%%

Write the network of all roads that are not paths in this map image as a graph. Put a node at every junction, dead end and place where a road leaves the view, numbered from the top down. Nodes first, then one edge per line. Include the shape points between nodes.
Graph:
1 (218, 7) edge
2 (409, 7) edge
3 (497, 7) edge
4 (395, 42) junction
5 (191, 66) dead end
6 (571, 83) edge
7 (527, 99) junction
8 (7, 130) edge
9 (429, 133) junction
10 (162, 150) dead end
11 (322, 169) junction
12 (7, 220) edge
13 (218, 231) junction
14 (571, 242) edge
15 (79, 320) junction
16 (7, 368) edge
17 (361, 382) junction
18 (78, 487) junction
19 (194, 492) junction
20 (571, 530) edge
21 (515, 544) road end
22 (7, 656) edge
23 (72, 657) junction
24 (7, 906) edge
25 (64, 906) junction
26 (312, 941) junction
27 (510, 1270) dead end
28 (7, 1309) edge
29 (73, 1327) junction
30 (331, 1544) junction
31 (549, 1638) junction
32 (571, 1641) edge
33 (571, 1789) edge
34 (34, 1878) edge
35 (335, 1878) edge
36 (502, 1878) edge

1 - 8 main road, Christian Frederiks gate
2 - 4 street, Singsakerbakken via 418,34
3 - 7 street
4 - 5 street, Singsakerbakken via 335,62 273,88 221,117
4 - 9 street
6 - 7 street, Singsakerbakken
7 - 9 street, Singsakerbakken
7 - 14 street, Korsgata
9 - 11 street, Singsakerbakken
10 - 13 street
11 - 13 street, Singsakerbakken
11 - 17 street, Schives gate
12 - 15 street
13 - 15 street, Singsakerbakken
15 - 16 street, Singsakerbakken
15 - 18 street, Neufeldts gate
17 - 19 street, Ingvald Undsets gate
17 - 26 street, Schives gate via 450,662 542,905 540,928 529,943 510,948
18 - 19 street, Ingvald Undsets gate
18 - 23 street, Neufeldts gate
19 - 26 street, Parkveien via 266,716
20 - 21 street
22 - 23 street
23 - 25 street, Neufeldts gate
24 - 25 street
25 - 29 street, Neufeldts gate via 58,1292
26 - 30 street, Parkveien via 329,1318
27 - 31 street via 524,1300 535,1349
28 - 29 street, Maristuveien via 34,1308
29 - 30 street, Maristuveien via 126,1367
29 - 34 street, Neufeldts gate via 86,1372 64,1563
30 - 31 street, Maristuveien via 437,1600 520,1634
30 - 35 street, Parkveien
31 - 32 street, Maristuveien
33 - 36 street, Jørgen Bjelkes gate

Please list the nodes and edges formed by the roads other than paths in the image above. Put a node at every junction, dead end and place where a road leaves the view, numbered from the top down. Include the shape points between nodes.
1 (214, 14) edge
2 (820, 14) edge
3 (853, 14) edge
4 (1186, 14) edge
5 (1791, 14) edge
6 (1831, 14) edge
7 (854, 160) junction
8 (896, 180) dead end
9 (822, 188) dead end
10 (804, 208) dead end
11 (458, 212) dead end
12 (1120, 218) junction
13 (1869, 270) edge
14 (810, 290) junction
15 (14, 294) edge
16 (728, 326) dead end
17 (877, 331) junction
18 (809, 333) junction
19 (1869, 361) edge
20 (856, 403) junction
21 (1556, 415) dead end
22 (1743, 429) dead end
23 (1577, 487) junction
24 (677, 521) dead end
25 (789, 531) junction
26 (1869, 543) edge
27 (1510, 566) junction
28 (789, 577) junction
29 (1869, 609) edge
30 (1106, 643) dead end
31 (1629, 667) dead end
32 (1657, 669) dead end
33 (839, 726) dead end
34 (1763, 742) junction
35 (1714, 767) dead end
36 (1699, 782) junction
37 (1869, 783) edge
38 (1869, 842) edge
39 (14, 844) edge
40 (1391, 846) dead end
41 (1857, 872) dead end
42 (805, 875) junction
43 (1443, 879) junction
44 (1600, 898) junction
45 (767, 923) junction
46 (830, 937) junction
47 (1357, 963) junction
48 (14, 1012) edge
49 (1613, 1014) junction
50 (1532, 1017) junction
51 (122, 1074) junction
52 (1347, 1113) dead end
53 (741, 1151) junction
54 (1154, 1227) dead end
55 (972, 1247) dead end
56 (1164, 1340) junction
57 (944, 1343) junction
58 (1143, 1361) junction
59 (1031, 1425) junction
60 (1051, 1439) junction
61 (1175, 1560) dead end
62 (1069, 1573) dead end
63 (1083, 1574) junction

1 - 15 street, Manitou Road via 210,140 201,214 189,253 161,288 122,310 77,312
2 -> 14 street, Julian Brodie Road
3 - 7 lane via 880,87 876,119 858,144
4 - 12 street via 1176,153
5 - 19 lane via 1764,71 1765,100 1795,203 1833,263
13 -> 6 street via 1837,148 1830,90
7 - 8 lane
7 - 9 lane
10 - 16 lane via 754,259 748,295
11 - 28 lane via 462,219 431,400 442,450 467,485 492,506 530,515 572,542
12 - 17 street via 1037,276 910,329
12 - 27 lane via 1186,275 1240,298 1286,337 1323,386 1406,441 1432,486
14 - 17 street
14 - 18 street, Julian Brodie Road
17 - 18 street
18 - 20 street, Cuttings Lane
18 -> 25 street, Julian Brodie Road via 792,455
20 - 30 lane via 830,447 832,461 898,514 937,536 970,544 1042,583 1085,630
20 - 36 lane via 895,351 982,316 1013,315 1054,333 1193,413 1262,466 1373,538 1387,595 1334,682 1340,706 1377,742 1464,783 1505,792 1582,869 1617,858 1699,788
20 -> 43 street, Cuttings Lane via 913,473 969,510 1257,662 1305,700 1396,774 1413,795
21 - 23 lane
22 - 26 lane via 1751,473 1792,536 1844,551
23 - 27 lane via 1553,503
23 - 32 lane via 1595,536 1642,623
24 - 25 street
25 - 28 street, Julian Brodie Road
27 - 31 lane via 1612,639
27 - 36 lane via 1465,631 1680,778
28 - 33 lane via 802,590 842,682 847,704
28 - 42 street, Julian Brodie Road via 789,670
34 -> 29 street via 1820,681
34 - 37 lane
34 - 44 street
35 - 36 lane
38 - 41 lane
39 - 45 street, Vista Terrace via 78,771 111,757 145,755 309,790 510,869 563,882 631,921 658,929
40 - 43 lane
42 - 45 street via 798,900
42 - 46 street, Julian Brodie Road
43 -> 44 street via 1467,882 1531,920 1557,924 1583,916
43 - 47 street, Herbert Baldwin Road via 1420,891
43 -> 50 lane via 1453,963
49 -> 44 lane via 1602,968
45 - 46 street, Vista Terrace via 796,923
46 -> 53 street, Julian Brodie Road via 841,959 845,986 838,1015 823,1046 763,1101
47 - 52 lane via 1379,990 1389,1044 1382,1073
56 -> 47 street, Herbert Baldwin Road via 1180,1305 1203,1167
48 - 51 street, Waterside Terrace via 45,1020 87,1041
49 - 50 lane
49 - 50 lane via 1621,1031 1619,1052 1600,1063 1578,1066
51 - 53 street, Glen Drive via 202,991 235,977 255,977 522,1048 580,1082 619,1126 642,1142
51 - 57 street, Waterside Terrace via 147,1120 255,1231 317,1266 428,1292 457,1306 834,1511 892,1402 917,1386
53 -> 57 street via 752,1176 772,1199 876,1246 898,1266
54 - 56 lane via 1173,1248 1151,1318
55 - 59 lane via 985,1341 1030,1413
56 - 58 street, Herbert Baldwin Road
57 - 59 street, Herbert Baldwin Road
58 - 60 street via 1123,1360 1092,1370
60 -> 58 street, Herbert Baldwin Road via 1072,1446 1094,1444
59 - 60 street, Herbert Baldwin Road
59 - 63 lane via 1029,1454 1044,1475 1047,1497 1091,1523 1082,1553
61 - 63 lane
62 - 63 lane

%%

▶ _Problem_
All entries are to be reproduced verbatim, with none omitted.

▶ _Exercise result_
Write the network of all roads that are not paths in this map image as a graph. Put a node at every junction, dead end and place where a road leaves the view, numbered from the top down. Nodes first, then one edge per line. Include the shape points between nodes.
Graph:
1 (218, 7) edge
2 (409, 7) edge
3 (497, 7) edge
4 (395, 42) junction
5 (191, 66) dead end
6 (571, 83) edge
7 (527, 99) junction
8 (7, 130) edge
9 (429, 133) junction
10 (162, 150) dead end
11 (322, 169) junction
12 (7, 220) edge
13 (218, 231) junction
14 (571, 242) edge
15 (79, 320) junction
16 (7, 368) edge
17 (361, 382) junction
18 (78, 487) junction
19 (194, 492) junction
20 (571, 530) edge
21 (515, 544) road end
22 (7, 656) edge
23 (72, 657) junction
24 (7, 906) edge
25 (64, 906) junction
26 (312, 941) junction
27 (510, 1270) dead end
28 (7, 1309) edge
29 (73, 1327) junction
30 (331, 1544) junction
31 (549, 1638) junction
32 (571, 1641) edge
33 (571, 1789) edge
34 (34, 1878) edge
35 (335, 1878) edge
36 (502, 1878) edge

1 - 8 main road, Christian Frederiks gate
2 - 4 street, Singsakerbakken via 418,34
3 - 7 street
4 - 5 street, Singsakerbakken via 335,62 273,88 221,117
4 - 9 street
6 - 7 street, Singsakerbakken
7 - 9 street, Singsakerbakken
7 - 14 street, Korsgata
9 - 11 street, Singsakerbakken
10 - 13 street
11 - 13 street, Singsakerbakken
11 - 17 street, Schives gate
12 - 15 street
13 - 15 street, Singsakerbakken
15 - 16 street, Singsakerbakken
15 - 18 street, Neufeldts gate
17 - 19 street, Ingvald Undsets gate
17 - 26 street, Schives gate via 450,662 542,905 540,928 529,943 510,948
18 - 19 street, Ingvald Undsets gate
18 - 23 street, Neufeldts gate
19 - 26 street, Parkveien via 266,716
20 - 21 street
22 - 23 street
23 - 25 street, Neufeldts gate
24 - 25 street
25 - 29 street, Neufeldts gate via 58,1292
26 - 30 street, Parkveien via 329,1318
27 - 31 street via 524,1300 535,1349
28 - 29 street, Maristuveien via 34,1308
29 - 30 street, Maristuveien via 126,1367
29 - 34 street, Neufeldts gate via 86,1372 64,1563
30 - 31 street, Maristuveien via 437,1600 520,1634
30 - 35 street, Parkveien
31 - 32 street, Maristuveien
33 - 36 street, Jørgen Bjelkes gate

Please list the nodes and edges formed by the roads other than paths in the image above. Put a node at every junction, dead end and place where a road leaves the view, numbered from the top down. Include the shape points between nodes.
1 (214, 14) edge
2 (820, 14) edge
3 (853, 14) edge
4 (1186, 14) edge
5 (1791, 14) edge
6 (1831, 14) edge
7 (854, 160) junction
8 (896, 180) dead end
9 (822, 188) dead end
10 (804, 208) dead end
11 (458, 212) dead end
12 (1120, 218) junction
13 (1869, 270) edge
14 (810, 290) junction
15 (14, 294) edge
16 (728, 326) dead end
17 (877, 331) junction
18 (809, 333) junction
19 (1869, 361) edge
20 (856, 403) junction
21 (1556, 415) dead end
22 (1743, 429) dead end
23 (1577, 487) junction
24 (677, 521) dead end
25 (789, 531) junction
26 (1869, 543) edge
27 (1510, 566) junction
28 (789, 577) junction
29 (1869, 609) edge
30 (1106, 643) dead end
31 (1629, 667) dead end
32 (1657, 669) dead end
33 (839, 726) dead end
34 (1763, 742) junction
35 (1714, 767) dead end
36 (1699, 782) junction
37 (1869, 783) edge
38 (1869, 842) edge
39 (14, 844) edge
40 (1391, 846) dead end
41 (1857, 872) dead end
42 (805, 875) junction
43 (1443, 879) junction
44 (1600, 898) junction
45 (767, 923) junction
46 (830, 937) junction
47 (1357, 963) junction
48 (14, 1012) edge
49 (1613, 1014) junction
50 (1532, 1017) junction
51 (122, 1074) junction
52 (1347, 1113) dead end
53 (741, 1151) junction
54 (1154, 1227) dead end
55 (972, 1247) dead end
56 (1164, 1340) junction
57 (944, 1343) junction
58 (1143, 1361) junction
59 (1031, 1425) junction
60 (1051, 1439) junction
61 (1175, 1560) dead end
62 (1069, 1573) dead end
63 (1083, 1574) junction

1 - 15 street, Manitou Road via 210,140 201,214 189,253 161,288 122,310 77,312
2 -> 14 street, Julian Brodie Road
3 - 7 lane via 880,87 876,119 858,144
4 - 12 street via 1176,153
5 - 19 lane via 1764,71 1765,100 1795,203 1833,263
13 -> 6 street via 1837,148 1830,90
7 - 8 lane
7 - 9 lane
10 - 16 lane via 754,259 748,295
11 - 28 lane via 462,219 431,400 442,450 467,485 492,506 530,515 572,542
12 - 17 street via 1037,276 910,329
12 - 27 lane via 1186,275 1240,298 1286,337 1323,386 1406,441 1432,486
14 - 17 street
14 - 18 street, Julian Brodie Road
17 - 18 street
18 - 20 street, Cuttings Lane
18 -> 25 street, Julian Brodie Road via 792,455
20 - 30 lane via 830,447 832,461 898,514 937,536 970,544 1042,583 1085,630
20 - 36 lane via 895,351 982,316 1013,315 1054,333 1193,413 1262,466 1373,538 1387,595 1334,682 1340,706 1377,742 1464,783 1505,792 1582,869 1617,858 1699,788
20 -> 43 street, Cuttings Lane via 913,473 969,510 1257,662 1305,700 1396,774 1413,795
21 - 23 lane
22 - 26 lane via 1751,473 1792,536 1844,551
23 - 27 lane via 1553,503
23 - 32 lane via 1595,536 1642,623
24 - 25 street
25 - 28 street, Julian Brodie Road
27 - 31 lane via 1612,639
27 - 36 lane via 1465,631 1680,778
28 - 33 lane via 802,590 842,682 847,704
28 - 42 street, Julian Brodie Road via 789,670
34 -> 29 street via 1820,681
34 - 37 lane
34 - 44 street
35 - 36 lane
38 - 41 lane
39 - 45 street, Vista Terrace via 78,771 111,757 145,755 309,790 510,869 563,882 631,921 658,929
40 - 43 lane
42 - 45 street via 798,900
42 - 46 street, Julian Brodie Road
43 -> 44 street via 1467,882 1531,920 1557,924 1583,916
43 - 47 street, Herbert Baldwin Road via 1420,891
43 -> 50 lane via 1453,963
49 -> 44 lane via 1602,968
45 - 46 street, Vista Terrace via 796,923
46 -> 53 street, Julian Brodie Road via 841,959 845,986 838,1015 823,1046 763,1101
47 - 52 lane via 1379,990 1389,1044 1382,1073
56 -> 47 street, Herbert Baldwin Road via 1180,1305 1203,1167
48 - 51 street, Waterside Terrace via 45,1020 87,1041
49 - 50 lane
49 - 50 lane via 1621,1031 1619,1052 1600,1063 1578,1066
51 - 53 street, Glen Drive via 202,991 235,977 255,977 522,1048 580,1082 619,1126 642,1142
51 - 57 street, Waterside Terrace via 147,1120 255,1231 317,1266 428,1292 457,1306 834,1511 892,1402 917,1386
53 -> 57 street via 752,1176 772,1199 876,1246 898,1266
54 - 56 lane via 1173,1248 1151,1318
55 - 59 lane via 985,1341 1030,1413
56 - 58 street, Herbert Baldwin Road
57 - 59 street, Herbert Baldwin Road
58 - 60 street via 1123,1360 1092,1370
60 -> 58 street, Herbert Baldwin Road via 1072,1446 1094,1444
59 - 60 street, Herbert Baldwin Road
59 - 63 lane via 1029,1454 1044,1475 1047,1497 1091,1523 1082,1553
61 - 63 lane
62 - 63 lane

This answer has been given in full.